Liron Israely: A Journey to Biodynamics in the Holy Land
adapting biodynamics to the middle east
A long, circuitous journey brought me to biodynamics and the work of Rudolf Steiner. It really began with my ex-wife. My wife at the time was a second-generation anthroposophist. She is the eldest of four sisters who grew up in Waldorf education.
My interest in anthroposophy and Waldorf education grew out of my connection with her family. When we were about to have our son, we both seriously took up the question of what it meant to accompany a child as we discussed how we would be with him. And so I found myself learning the “ways” of Waldorf through the reality of having a family and not via books or seminars.
Furthermore, through my wife’s family, I got to know biodynamic farmers in Germany. Also, at the time, I was an organic farmer in Israel. You might say that working with the earth was already a part of me.
When I first began this journey, biodynamics was practiced nowhere in Israel. I asked myself how that could be. This question started my exploration on the organic farm where I worked, and that inquiry has grown over the years.
I attribute some of this interest to my own family line as well, particularly to my grandfather, Tzvi Israely (which literally means Israelian gazelle), who originally came from Poland and grew up not far from Koberwitz. When my grandfather came to Israel, he set up a kibbutz, the agricultural community where my father then grew up. Myself, a third-generation participant in that kibbutz, I feel that solidarity farming is very much engraved in me.
My grandfather was the first to introduce me to farming. He was responsible for the irrigation system used in the orchards on the kibbutz and would take me along with him when he went to check on the trees.
Learning To Grow Biodynamically
Life set me on a path that allowed me to study biodynamics through karmic encounters, not through traditional schooling. It began when I was an organic farmer in 2011 in the northern coastal region of Israel. A four-person study group was formed in Harduf with an anthroposophy teacher. As it had no requirements to apply what we learned, I took the liberty to develop my own practice on the farm.
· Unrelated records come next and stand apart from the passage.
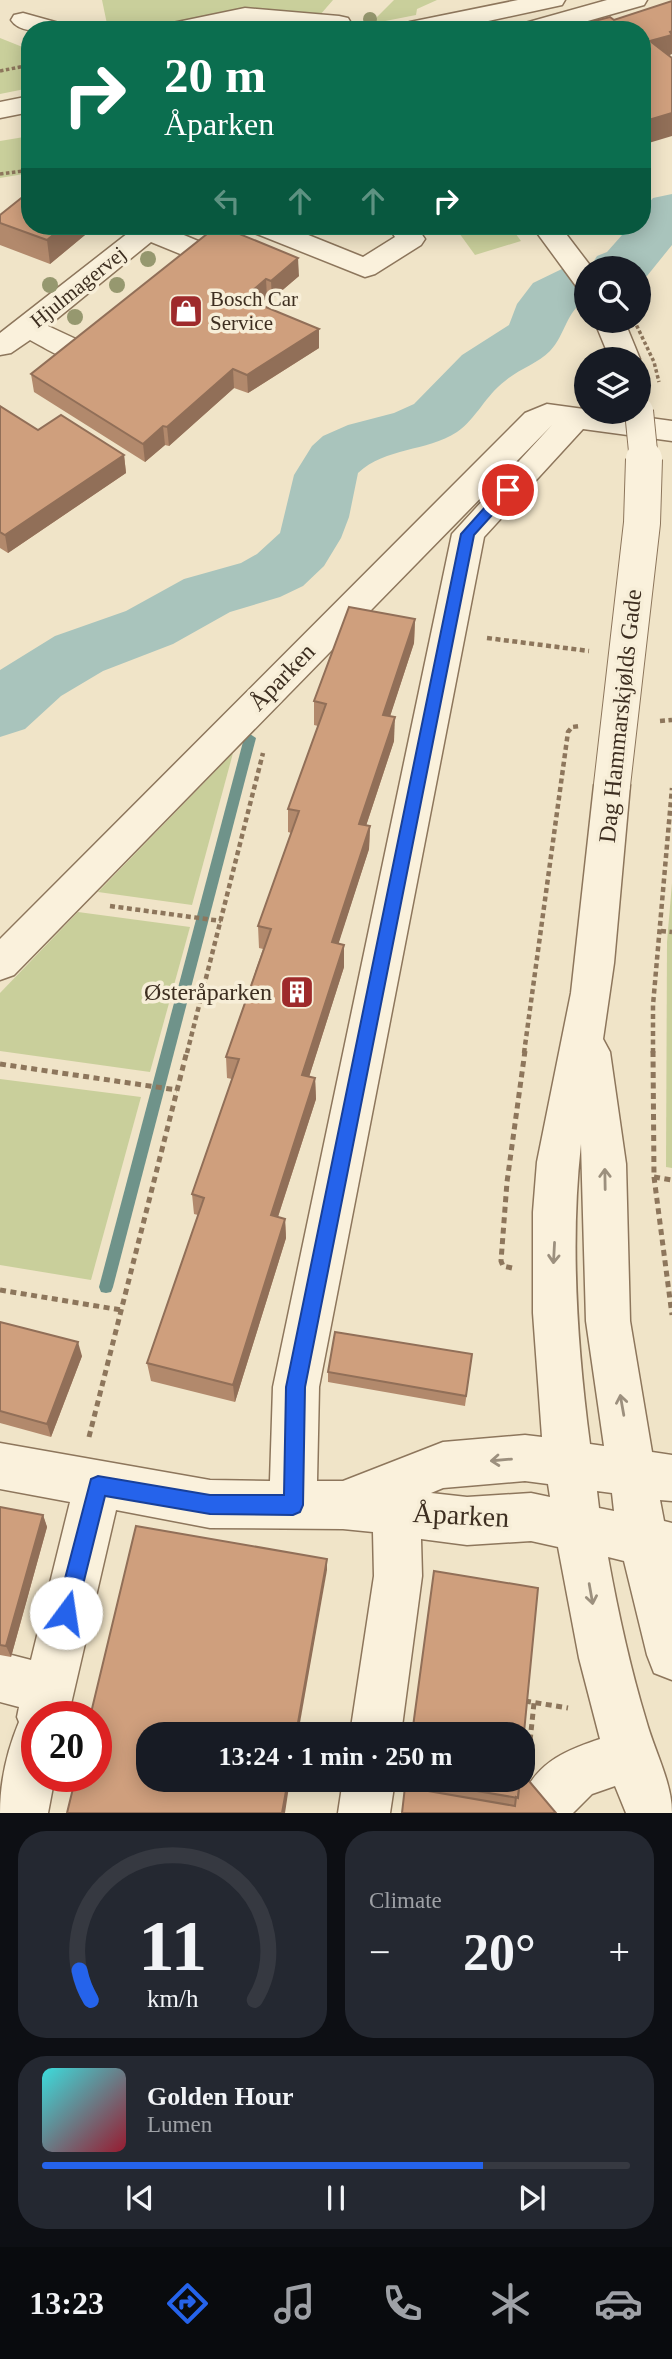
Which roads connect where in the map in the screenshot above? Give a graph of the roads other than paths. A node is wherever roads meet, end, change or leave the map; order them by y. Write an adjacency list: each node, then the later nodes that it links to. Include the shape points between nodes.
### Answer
1 (553, 0): 7 (street)
2 (635, 0): 8 (street)
3 (23, 20): 5 (street)
4 (342, 20): 6 (street, via 246,15)
5 (26, 21)
6 (216, 21)
7 (454, 21)
8 (559, 21)
9 (21, 106): 10 (street)
10 (0, 110)
11 (21, 122): 12 (street)
12 (0, 126)
13 (143, 235): 20 (street, Hjulmagervej)
14 (166, 235): 18 (street)
15 (284, 235): 16 (street, via 365,268 411,239)
16 (408, 235)
17 (553, 235): 19 (street)
18 (205, 254)
19 (574, 264)
20 (28, 328): 21 (street, Hjulmagervej); 22 (street)
21 (0, 346)
22 (82, 354)
23 (574, 419): 28 (street, Åparken, via 547,414 536,419)
24 (574, 420): 34 (street, via 468,534 296,1387)
25 (615, 424): 27 (street, Åparken)
26 (640, 424): 29 (street, Dag Hammarskjølds Gade, bridge, via 642,523)
27 (672, 431)
28 (0, 964)
29 (586, 1020): 30 (street, Dag Hammarskjølds Gade, one-way to 30, via 558,1160 553,1272); 32 (street, Dag Hammarskjølds Gade, one-way to 29, via 608,1321 605,1164)
30 (569, 1464): 32 (street); 35 (street, Åparken, one-way to 35, via 525,1458 443,1465); 37 (street, Dag Hammarskjølds Gade)
31 (0, 1466): 33 (street, Åparken)
32 (653, 1475): 38 (street, Dag Hammarskjølds Gade)
33 (88, 1484): 34 (street, Åparken, via 210,1504); 42 (street)
34 (293, 1505): 35 (street, Åparken)
35 (344, 1505): 36 (street, Åparken)
36 (396, 1512): 37 (street, Åparken, via 467,1521 531,1517); 43 (street, via 398,1576)
37 (579, 1527): 38 (street); 44 (street, Dag Hammarskjølds Gade, one-way to 44, via 602,1655)
38 (658, 1544): 39 (street, Dag Hammarskjølds Gade)
39 (672, 1655)
40 (0, 1677): 41 (street)
41 (41, 1701)
42 (44, 1701)
43 (377, 1722)
44 (631, 1755): 47 (street, via 576,1773); 50 (street, Dag Hammarskjølds Gade)
45 (26, 1792): 48 (street)
46 (367, 1792): 49 (street)
47 (545, 1804)
48 (22, 1813)
49 (364, 1813)
50 (652, 1813)

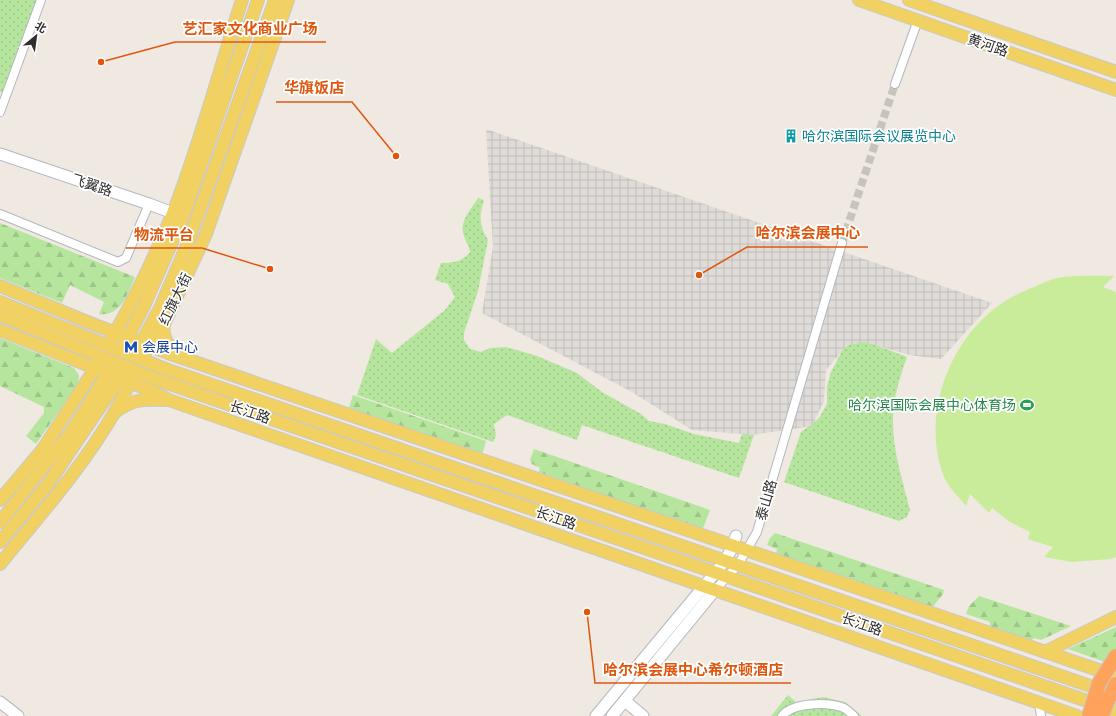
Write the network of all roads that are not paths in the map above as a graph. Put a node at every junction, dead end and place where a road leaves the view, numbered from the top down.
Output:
1 (41, 0) edge
2 (242, 0) edge
3 (258, 0) edge
4 (275, 0) edge
5 (288, 0) edge
6 (859, 0) edge
7 (909, 0) edge
8 (924, 2) edge
9 (918, 20) junction
10 (1116, 72) edge
11 (895, 84) tunnel mouth
12 (1116, 90) edge
13 (2, 98) edge
14 (0, 112) edge
15 (0, 154) edge
16 (149, 204) junction
17 (0, 214) edge
18 (178, 215) junction
19 (842, 243) tunnel mouth
20 (0, 286) edge
21 (0, 302) edge
22 (128, 309) junction
23 (0, 315) edge
24 (90, 323) junction
25 (164, 324) junction
26 (0, 330) edge
27 (115, 333) junction
28 (128, 337) junction
29 (146, 344) junction
30 (108, 346) junction
31 (121, 351) junction
32 (65, 356) junction
33 (102, 357) junction
34 (138, 358) junction
35 (191, 360) junction
36 (115, 362) junction
37 (95, 369) junction
38 (131, 369) junction
39 (107, 374) junction
40 (125, 380) junction
41 (83, 388) junction
42 (169, 400) junction
43 (114, 413) junction
44 (0, 500) edge
45 (0, 522) edge
46 (734, 540) junction
47 (0, 542) edge
48 (748, 550) junction
49 (724, 560) junction
50 (0, 564) edge
51 (738, 565) junction
52 (715, 573) junction
53 (727, 577) junction
54 (710, 588) junction
55 (1116, 618) edge
56 (1045, 652) junction
57 (1116, 656) edge
58 (1116, 676) edge
59 (1116, 684) edge
60 (1116, 695) edge
61 (625, 701) junction
62 (0, 702) edge
63 (1039, 703) junction
64 (0, 711) edge
65 (1116, 711) edge
66 (1057, 712) edge
67 (6, 716) edge
68 (18, 716) edge
69 (596, 716) edge
70 (612, 716) edge
71 (643, 716) edge
72 (782, 716) edge
73 (854, 716) edge
74 (1040, 716) edge
75 (1077, 716) edge
76 (1089, 716) edge
77 (1102, 716) edge

1 - 13 street
2 - 18 main road, 红旗大街
3 - 18 main road, 红旗大街
4 - 29 main road, 红旗大街
5 - 25 main road, 红旗大街
6 - 9 main road, 黄河路
7 - 8 main road, 黄河路
8 - 10 main road, 黄河路
9 - 11 street
9 - 12 main road, 黄河路
13 - 14 street
15 - 16 main road, 飞翼路
16 - 17 street
16 - 18 main road, 飞翼路
18 - 22 main road, 红旗大街
18 - 28 main road, 红旗大街
19 - 48 street, 泰山路
20 - 24 main road
21 - 30 main road, 长江路
22 - 24 main road
22 - 27 main road, 红旗大街
23 - 33 main road, 长江路
24 - 27 main road
25 - 29 main road, 红旗大街
25 - 35 main road
26 - 32 main road
27 - 28 main road
27 - 30 main road, 红旗大街
28 - 29 main road
28 - 31 main road, 红旗大街
29 - 34 main road, 红旗大街
29 - 35 main road
30 - 31 main road, 长江路
30 - 33 main road, 红旗大街
31 - 34 main road, 长江路
31 - 36 main road, 红旗大街
32 - 37 main road
32 - 41 main road
33 - 36 main road, 长江路
33 - 37 main road, 红旗大街
34 - 38 main road, 红旗大街
34 - 49 main road, 长江路
35 - 46 main road
36 - 38 main road, 长江路
36 - 39 main road, 红旗大街
37 - 39 main road
37 - 41 main road, 红旗大街
38 - 40 main road, 红旗大街
38 - 52 main road, 长江路
39 - 40 main road
39 - 45 main road, 红旗大街
40 - 42 main road
40 - 43 main road, 红旗大街
40 - 47 main road, 红旗大街
41 - 44 main road, 红旗大街
42 - 43 main road
42 - 54 main road
43 - 50 main road, 红旗大街
46 - 48 main road
46 - 49 main road, 泰山路
48 - 51 street, 泰山路
48 - 56 main road
49 - 51 main road, 长江路
49 - 52 main road, 泰山路
51 - 53 street, 泰山路
51 - 60 main road, 长江路
52 - 53 main road, 长江路
52 - 54 main road, 泰山路
53 - 54 street, 泰山路
53 - 65 main road, 长江路
54 - 61 main road, 泰山路
54 - 63 main road
54 - 69 main road, 泰山路
55 - 56 main road
56 - 58 main road
57 - 76 highway, bridge
59 - 77 highway, bridge
61 - 70 main road, 泰山路
61 - 71 main road
62 - 68 main road
63 - 66 main road
63 - 74 street
64 - 67 main road
66 - 75 main road
72 - 73 street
I worked with Maria Thun’s planting calendar while I was in charge of the seeding for the farm. I ordered the biodynamic preparations from the UK to get acquainted with them. I was desperately searching for an opportunity to get deeper understanding of the process of making the biodynamic preparations, and I was fortunate enough to receive Briony Young's invitation for a “prep making week” at Tablehurst Farm in the UK. When writing to her about the situation in Israel, she replied with: “come stay put,” and took me on as an apprentice for prep making.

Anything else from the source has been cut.